Today I look back with a wry smile to the Sunday morning last September when I decoded the telegram bringing the first word of the new comet. Early that morning in Ben ten Jima, Japan, a youthful comet hunter, Kaoru Ikeya, had discovered a fuzzy glow not charted on his sky maps. At the same time, another young amateur 250 miles away, Tsutomu Seki, had independently detected the new celestial visitor. Both men had used simple, homemade telescopes for their discovery, and both had sent urgent messages of their find to the Tokyo Astronomical Observatory.

News of the comet’s appearance was quickly relayed from Tokyo to my office at the Smithsonian Astrophysical Observatory. Here the name “Comet Ikeya-Seki” was officially assigned, as well as the astronomical designation 1965 f. Throughout that day, September 19, the communications center at Smithsonian alerted observatories and astronomical groups all over the world — Flagstaff, Rio de Janeiro, Johannesburg, Prague, Peking, Canberra — in all, more than 120. Included were the twelve astrophysical observing stations of the Smithsonian Observatory, whose specially designed satellitetracking cameras are ideal for comet photography. Within hours a confirmation of Ikeya-Seki arrived from the Woomera, Australia, station.

By Tuesday afternoon, half a dozen approximate positions were in hand, more than enough for us to try for a crude preliminary solution of the comet’s orbit. Unfortunately, the positions from the observing stations were only approximate “eyeball” measurements obtained by laying the film onto a standard star chart with marked coordinates.
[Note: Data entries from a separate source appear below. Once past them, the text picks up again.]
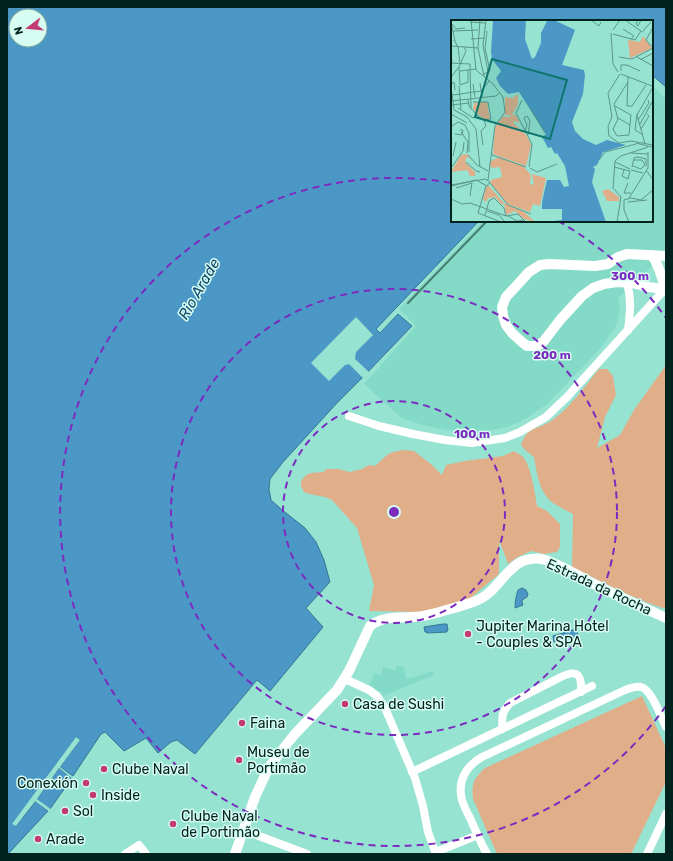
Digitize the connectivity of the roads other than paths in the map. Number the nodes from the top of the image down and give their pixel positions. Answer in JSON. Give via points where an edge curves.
{"nodes":[{"id":1,"x":652,"y":255,"type":"junction"},
{"id":2,"x":666,"y":256,"type":"edge"},
{"id":3,"x":627,"y":283,"type":"junction"},
{"id":4,"x":666,"y":288,"type":"edge"},
{"id":5,"x":628,"y":330,"type":"junction"},
{"id":6,"x":350,"y":416,"type":"dead end"},
{"id":7,"x":666,"y":618,"type":"edge"},
{"id":8,"x":345,"y":679,"type":"junction"},
{"id":9,"x":592,"y":686,"type":"dead end"},
{"id":10,"x":580,"y":692,"type":"junction"},
{"id":11,"x":666,"y":727,"type":"edge"},
{"id":12,"x":502,"y":729,"type":"junction"},
{"id":13,"x":412,"y":772,"type":"junction"},
{"id":14,"x":666,"y":814,"type":"edge"},
{"id":15,"x":243,"y":830,"type":"junction"},
{"id":16,"x":478,"y":835,"type":"junction"},
{"id":17,"x":235,"y":853,"type":"edge"},
{"id":18,"x":436,"y":853,"type":"edge"},
{"id":19,"x":649,"y":853,"type":"edge"},
{"id":20,"x":125,"y":854,"type":"edge"},
{"id":21,"x":146,"y":854,"type":"edge"},
{"id":22,"x":307,"y":854,"type":"edge"},
{"id":23,"x":486,"y":854,"type":"edge"}],
"edges":[{"from":1,"to":2,"type":"street"},
{"from":1,"to":3,"type":"street","via":[[627,254],[608,264],[595,266],[540,265],[529,272],[506,297],[502,307],[503,316],[506,325],[522,342],[527,346],[539,345],[582,296],[593,288],[604,284]]},
{"from":1,"to":4,"type":"street","via":[[661,271]]},
{"from":3,"to":4,"type":"street","via":[[648,288]]},
{"from":3,"to":5,"type":"street","via":[[631,305]]},
{"from":4,"to":5,"type":"street"},
{"from":5,"to":6,"type":"street","via":[[546,417],[505,438],[472,443],[445,440],[379,426]]},
{"from":7,"to":8,"type":"street","name":"Estrada da Rocha","via":[[556,565],[537,559],[524,560],[490,592],[470,604],[423,616],[376,621],[367,631]]},
{"from":8,"to":13,"type":"street","via":[[378,696]]},
{"from":8,"to":15,"type":"street","via":[[270,767]]},
{"from":9,"to":10,"type":"street"},
{"from":10,"to":12,"type":"street"},
{"from":10,"to":12,"type":"street","via":[[580,677],[568,673],[510,703],[502,715]]},
{"from":11,"to":16,"type":"street","via":[[651,696],[646,690],[633,687],[482,756],[467,770],[461,790],[462,800]]},
{"from":12,"to":13,"type":"street"},
{"from":13,"to":18,"type":"street"},
{"from":14,"to":19,"type":"street"},
{"from":15,"to":17,"type":"street"},
{"from":15,"to":22,"type":"street"},
{"from":16,"to":18,"type":"street"},
{"from":16,"to":23,"type":"street"},
{"from":20,"to":21,"type":"street","via":[[139,845]]}]}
Furthermore, the observatory’s computer program had not been fully checked out. When the rough observations were used in different combinations, the computer produced two orbits in wild disagreement. Nevertheless, Professor Fred L. Whipple, director of the Smithsonian Astrophysical Observatory and author of the “dirty snowball” comet theory, noted that the second of the preliminary orbits closely resembled the path of a famous family of sun-grazing comets. The agreement was too close to be coincidence, he reasoned, and therefore the second solution must be correct.

Professor Whipple’s astute suggestion provided the first hint of the excitement that was to come. Several of the previous sun-grazers had been spectacular objects. Notable among them was the Great Comet of 1843, whose seventy-degree tail stretched 200 million miles into space, setting an all-time record, and whose brilliance induced the citizenry of Cambridge to build a fifteen-inch telescope for Harvard equal to the largest in the world. And the second comet of 1882 achieved such brilliancy as it rounded the sun that it could be seen in broad daylight with the naked eye.

In the few days following the first computer solutions three “precise” positions were reported to the Central Telegram Bureau, one from Steward Observatory in Tucson, Arizona, and two from the Skalnate Pleso Observatory in Czechoslovakia. When these new positions were fed by themselves into the computer, the result indicated an ordinary comet, and not a sun-grazer at all. But our programmers noticed that something was seriously wrong. When positions from the satellite-tracking cameras were included in the calculations, the computer gave different answers. Among them was the interesting possibility that Comet IkeyaSeki might die by fire, plunging directly into the sun.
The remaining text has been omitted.